IBM, which late last year began shipping a version of its powerful eServer x440 system equipped with 16 Intel Corp. processors, later this year will begin shipping a 32-processor version.

The eServer x445 will begin shipping at midyear, in keeping with Intels road map for its Xeon processor, Deepak Advani, vice president of IBMs eServer xSeries, said in an interview with eWeek.

Currently, Intels most powerful 32-bit Xeon MP Gallatin chip—which is what IBM uses in its 16-way x440 server—is a 2GHz version with 2MB of Level 3 cache. The Santa Clara, Calif., chip maker will release a faster version of Gallatin later this year. Advani said IBMs 32-processor server will be powered by the faster chip.

Advani said IBM technologies give the company an edge in the Intel-based server space. The companys Enterprise X-Architecture, for example, comprises hardware and software features designed to bring performance-enhancing technologies from the companys mainframe systems into its high-end Intel-based servers.

The x440 server also features IBMs expand-on-demand technology, which enables users to pay only for the power they use, Advani said.

In addition, IBM, of Armonk, N.Y., is planning several upgrades to its XA-32 chip set, which will also follow along Intels road maps, according to Advani.
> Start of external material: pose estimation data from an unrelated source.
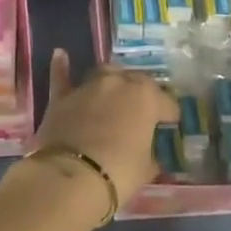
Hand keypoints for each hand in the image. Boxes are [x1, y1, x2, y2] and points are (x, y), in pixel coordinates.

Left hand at [33, 50, 174, 206]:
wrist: (72, 176)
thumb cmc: (119, 172)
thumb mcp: (146, 169)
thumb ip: (150, 156)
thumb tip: (150, 158)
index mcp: (146, 97)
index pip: (167, 103)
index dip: (169, 116)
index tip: (169, 128)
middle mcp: (119, 83)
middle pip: (137, 82)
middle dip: (143, 95)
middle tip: (143, 113)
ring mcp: (89, 86)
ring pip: (105, 74)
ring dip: (113, 82)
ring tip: (115, 93)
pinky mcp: (62, 97)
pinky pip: (61, 76)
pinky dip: (61, 67)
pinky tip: (60, 54)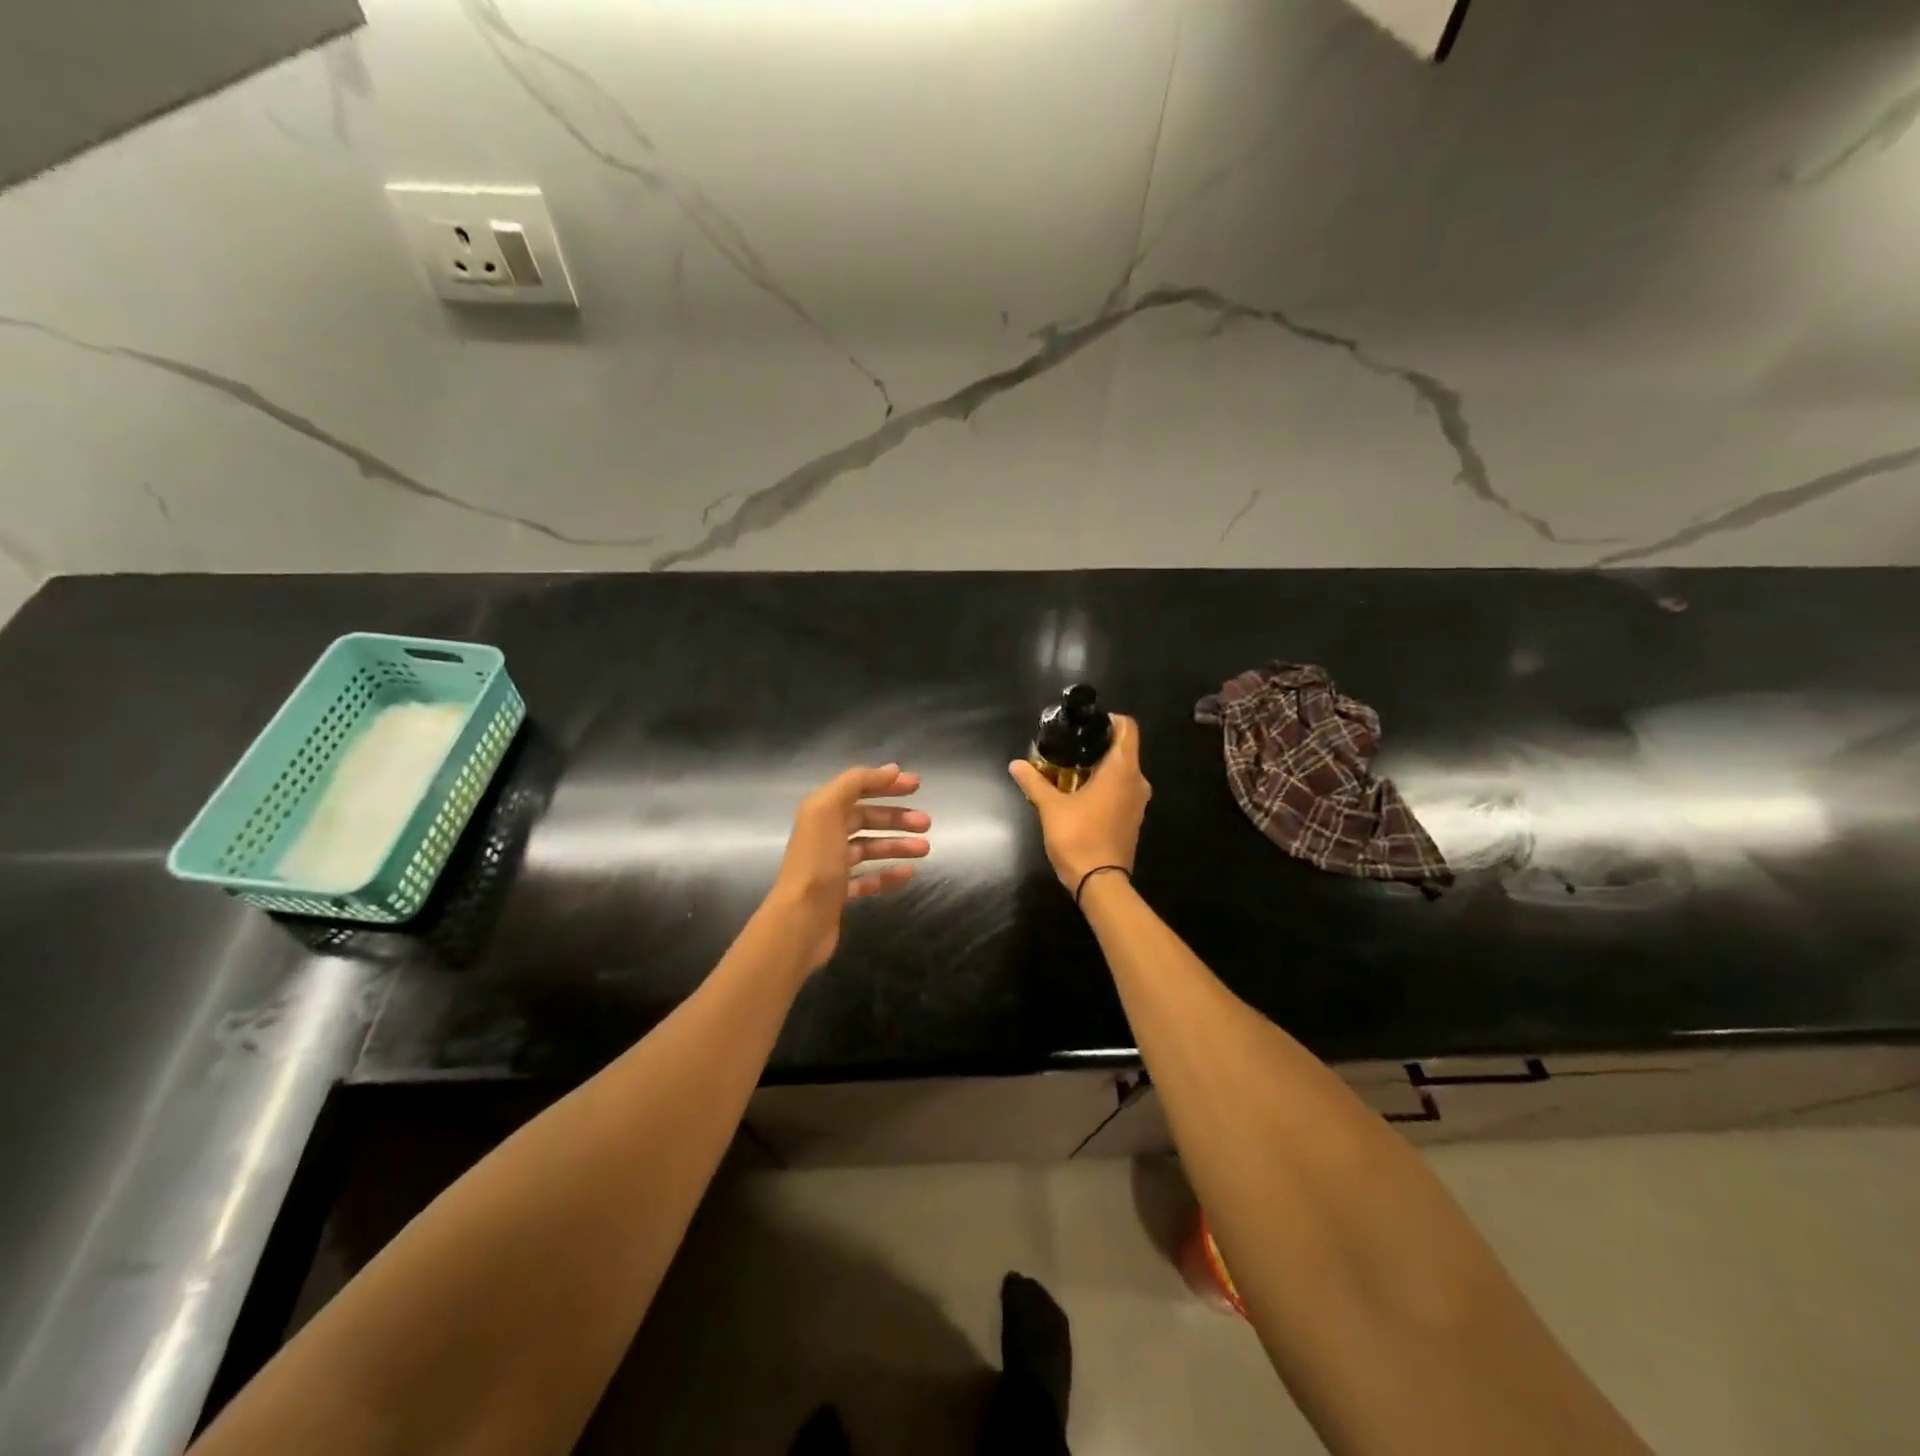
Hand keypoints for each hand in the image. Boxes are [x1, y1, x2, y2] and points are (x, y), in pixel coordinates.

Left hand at [765, 765, 930, 972]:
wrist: (799, 921)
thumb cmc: (816, 863)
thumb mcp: (827, 811)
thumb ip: (855, 784)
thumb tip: (891, 770)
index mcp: (820, 812)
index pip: (857, 789)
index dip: (885, 784)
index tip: (917, 785)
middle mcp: (824, 835)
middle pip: (865, 819)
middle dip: (896, 818)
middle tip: (926, 823)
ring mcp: (831, 866)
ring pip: (870, 848)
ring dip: (897, 845)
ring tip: (925, 849)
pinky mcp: (839, 893)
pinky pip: (868, 878)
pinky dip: (888, 874)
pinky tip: (908, 874)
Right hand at [1008, 715, 1150, 892]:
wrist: (1100, 882)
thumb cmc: (1078, 837)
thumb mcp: (1050, 807)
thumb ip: (1034, 782)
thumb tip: (1016, 764)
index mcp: (1122, 769)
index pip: (1127, 728)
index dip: (1108, 720)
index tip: (1084, 725)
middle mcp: (1137, 780)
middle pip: (1123, 749)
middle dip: (1097, 745)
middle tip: (1068, 747)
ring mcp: (1138, 801)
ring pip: (1123, 771)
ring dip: (1100, 767)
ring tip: (1069, 770)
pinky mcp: (1134, 818)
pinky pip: (1122, 790)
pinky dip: (1105, 786)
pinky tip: (1080, 794)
The next upgrade is scheduled for summer, followed by another one at the end of next year. Improvements will include larger cache and increased bandwidth.
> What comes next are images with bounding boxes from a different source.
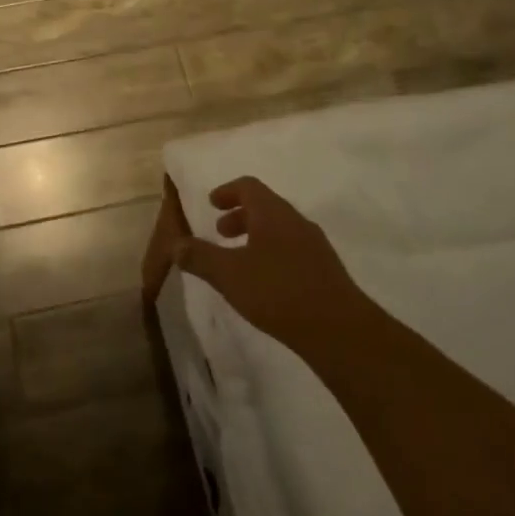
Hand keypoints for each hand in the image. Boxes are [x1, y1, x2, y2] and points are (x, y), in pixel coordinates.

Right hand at [172, 177, 367, 357]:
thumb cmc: (278, 292)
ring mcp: (315, 244)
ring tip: (239, 260)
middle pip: (265, 206)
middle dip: (239, 215)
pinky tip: (264, 281)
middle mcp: (296, 221)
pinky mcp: (325, 269)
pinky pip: (292, 248)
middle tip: (220, 233)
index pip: (248, 186)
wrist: (339, 329)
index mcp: (273, 213)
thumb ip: (200, 257)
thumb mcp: (229, 275)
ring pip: (280, 228)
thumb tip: (176, 244)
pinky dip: (272, 252)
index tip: (211, 203)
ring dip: (256, 235)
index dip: (227, 191)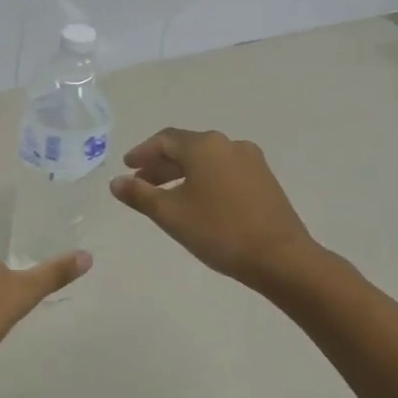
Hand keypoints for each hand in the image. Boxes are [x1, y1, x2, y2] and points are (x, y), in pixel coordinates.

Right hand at [109, 129, 318, 290]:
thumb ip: (140, 195)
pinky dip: (204, 180)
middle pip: (186, 148)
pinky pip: (224, 171)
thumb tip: (116, 182)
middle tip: (141, 183)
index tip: (127, 167)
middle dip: (161, 165)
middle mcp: (228, 144)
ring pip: (207, 160)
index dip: (142, 152)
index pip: (165, 140)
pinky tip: (197, 202)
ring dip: (182, 174)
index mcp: (204, 146)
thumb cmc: (219, 231)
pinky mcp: (264, 180)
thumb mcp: (171, 214)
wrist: (281, 258)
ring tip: (165, 196)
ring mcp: (251, 161)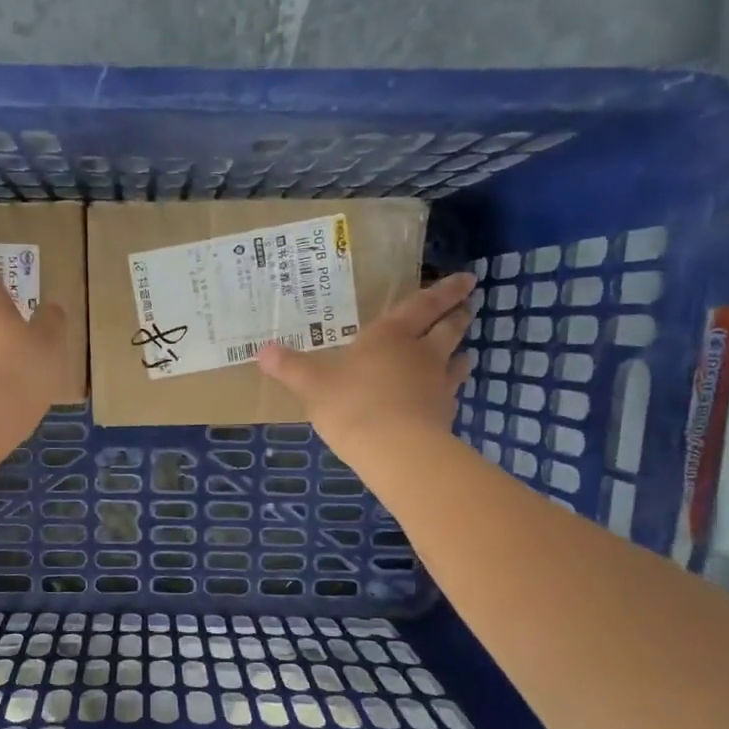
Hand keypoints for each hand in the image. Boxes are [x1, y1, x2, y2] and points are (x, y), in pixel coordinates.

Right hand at [256, 271, 475, 457]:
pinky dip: (449, 392)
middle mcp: (421, 354)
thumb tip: (261, 351)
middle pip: (448, 329)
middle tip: (467, 306)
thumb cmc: (352, 405)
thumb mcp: (311, 385)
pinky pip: (450, 396)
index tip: (467, 279)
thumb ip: (290, 368)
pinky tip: (444, 399)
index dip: (444, 291)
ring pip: (456, 361)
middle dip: (458, 316)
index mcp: (390, 336)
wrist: (395, 450)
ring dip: (460, 353)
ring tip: (463, 352)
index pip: (422, 306)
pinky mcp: (443, 416)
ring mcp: (438, 385)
IBM scales its Intel-based systems

  • Name eServer x445
  • Features Up to 32 Gallatin processors
  • Shipping Midyear
  • Workload Compute-intensive applications, such as transaction processing or ERP
A 32-processor Xeon system would be attractive to enterprises already tied to the Wintel road map that want more power and performance for such applications as ERP (enterprise resource planning), customer relationship management and databases, said Gordon Haff, an analyst with Illuminata Inc.

"Its for a business that doesnt have a 64-bit Windows environment today," said Haff, in Nashua, N.H. "I see the 16-way [and] 32-way 32-bit system for people who have made their commitment to Wintel ... and they need a bigger system for their back end."

The IBM option may be rare. Although Hewlett-Packard Co. in January began shipping its eight-processor ProLiant DL760, officials said the Palo Alto, Calif., company will not equip its servers with more than eight Xeon processors, preferring instead to use Intels Itanium chips in systems with 16 or more processors. For example, HP will ship versions of its Superdome server with 32 and 64 Itanium processors. Itanium is the 64-bit chip HP co-developed with Intel.

For its part, Dell Computer Corp. has no plans to expand its servers beyond eight processors, officials at the Round Rock, Texas, company said. However, Unisys Corp., of Blue Bell, Pa., does offer an ES7000 server with 32 Xeon processors.

IBMs pushing of 32-bit Xeon technology into a 32-processor system illustrates a basic difference between that company and HP, Haff said.

"HP is very much into promoting Itanium," said Haff. "[HP is] not really interested in putting Xeon very high. IBM is not particularly high on Itanium."